#### EXERCISE REQUIREMENTS:
Your job is to copy the lines from the material that include "adjacency".

#### INFORMATION:
◇ ◇ ◇ ◇

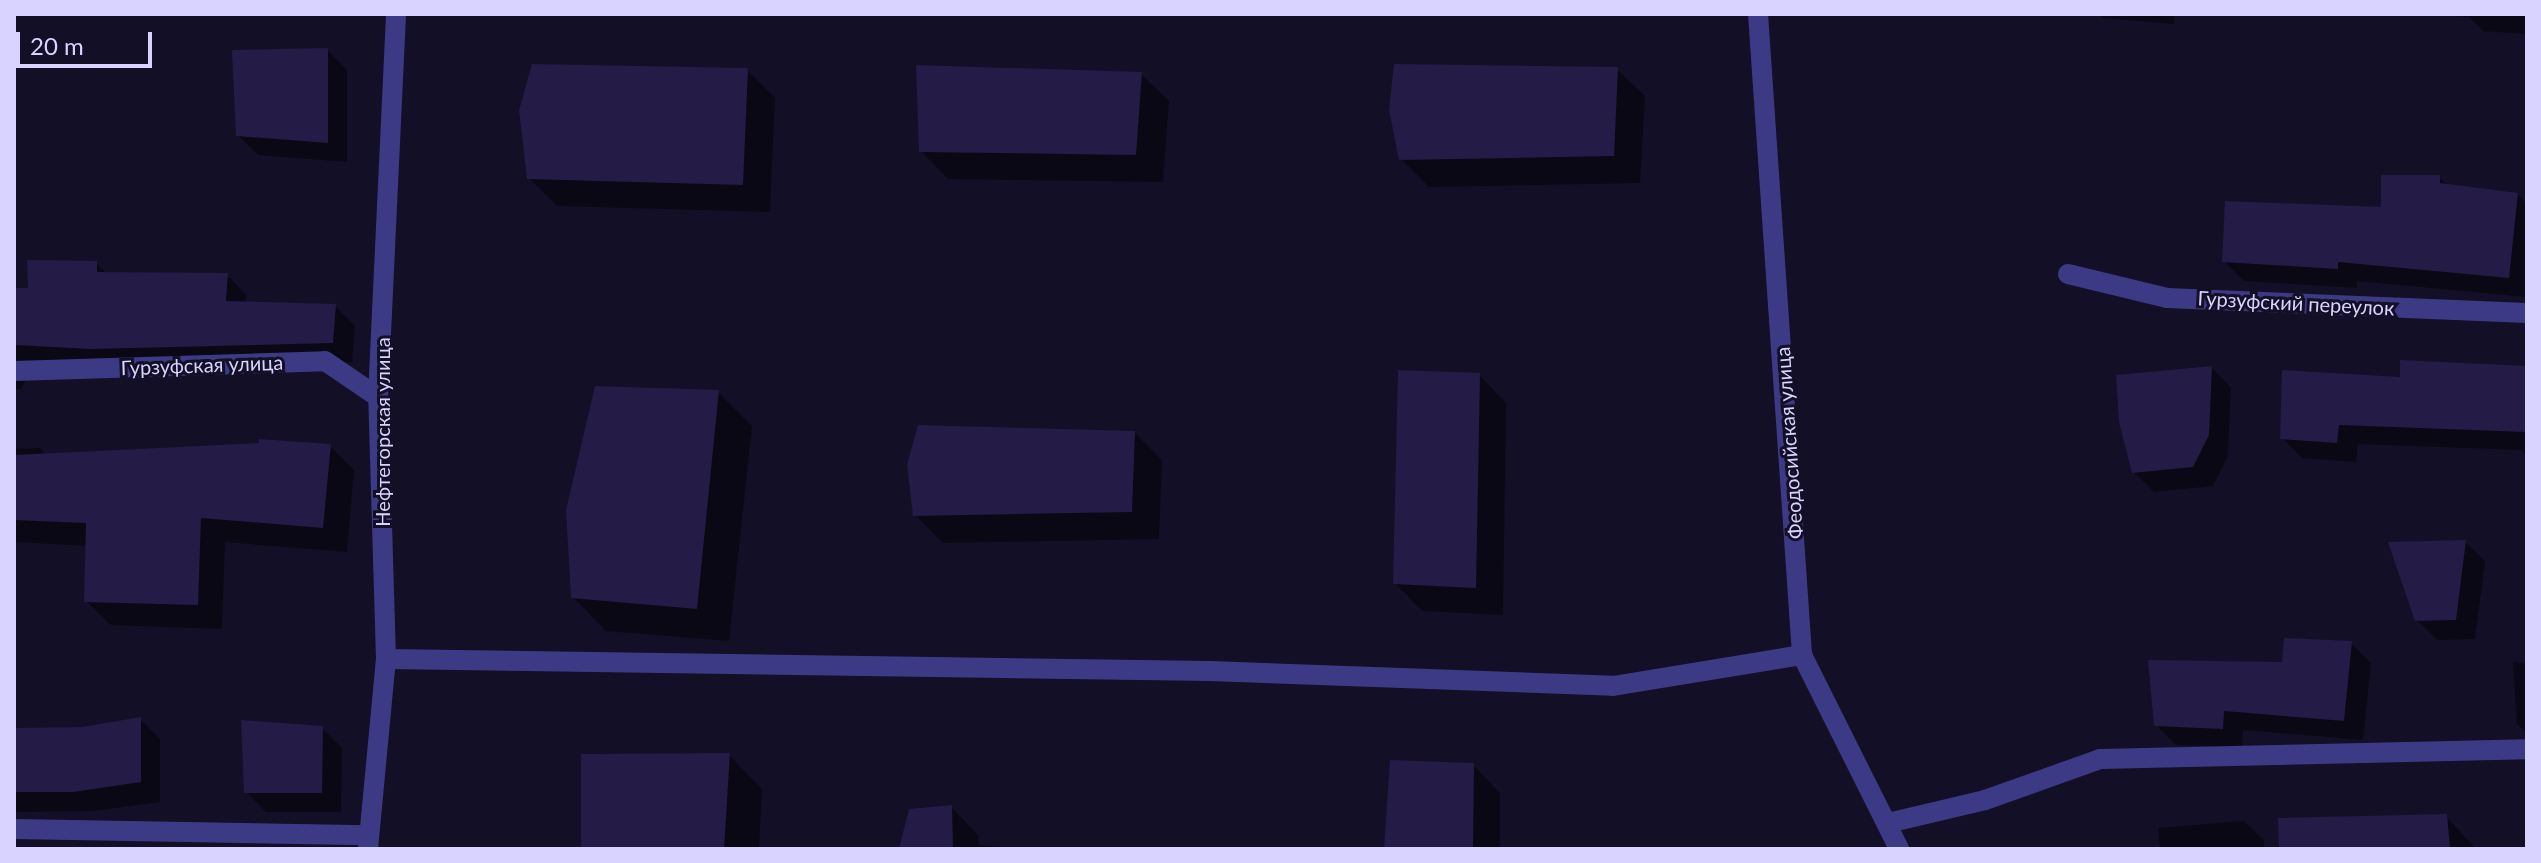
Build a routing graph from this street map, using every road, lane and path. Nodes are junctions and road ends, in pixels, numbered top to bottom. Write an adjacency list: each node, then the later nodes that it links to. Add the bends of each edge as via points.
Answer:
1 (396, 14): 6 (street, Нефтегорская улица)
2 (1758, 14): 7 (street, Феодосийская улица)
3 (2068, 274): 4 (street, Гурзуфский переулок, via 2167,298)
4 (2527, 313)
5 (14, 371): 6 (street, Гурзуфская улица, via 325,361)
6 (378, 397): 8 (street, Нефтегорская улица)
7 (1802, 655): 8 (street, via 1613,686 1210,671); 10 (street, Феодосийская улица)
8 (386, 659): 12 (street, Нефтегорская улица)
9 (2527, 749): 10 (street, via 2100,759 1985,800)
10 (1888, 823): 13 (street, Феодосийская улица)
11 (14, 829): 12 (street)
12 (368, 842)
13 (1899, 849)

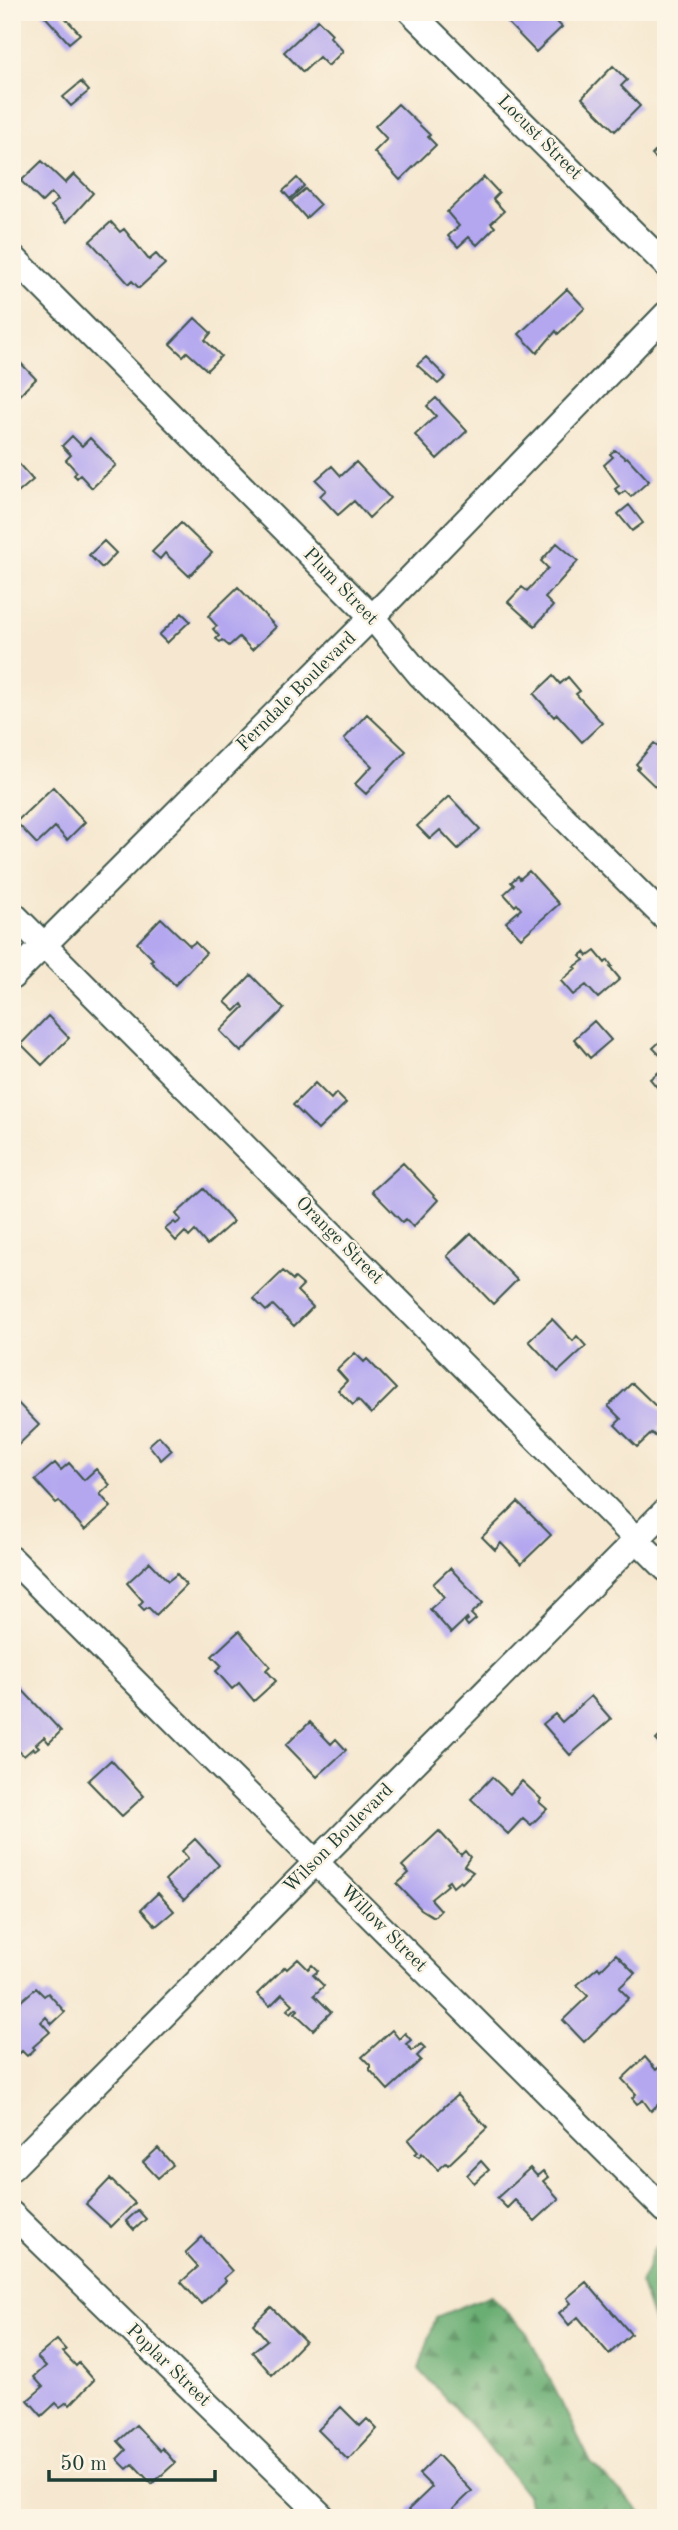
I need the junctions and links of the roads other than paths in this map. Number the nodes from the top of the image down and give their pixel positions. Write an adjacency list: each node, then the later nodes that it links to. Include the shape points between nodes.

◇ ◇ ◇ ◇

#### REPLY TO THE EXERCISE:
Build a routing graph from this street map, using every road, lane and path. Nodes are junctions and road ends, in pixels, numbered top to bottom. Write an adjacency list: each node, then the later nodes that it links to. Add the bends of each edge as via points.
I need the junctions and links of the roads other than paths in this map. Number the nodes from the top of the image down and give their pixel positions. Write an adjacency list: each node, then the later nodes that it links to. Include the shape points between nodes.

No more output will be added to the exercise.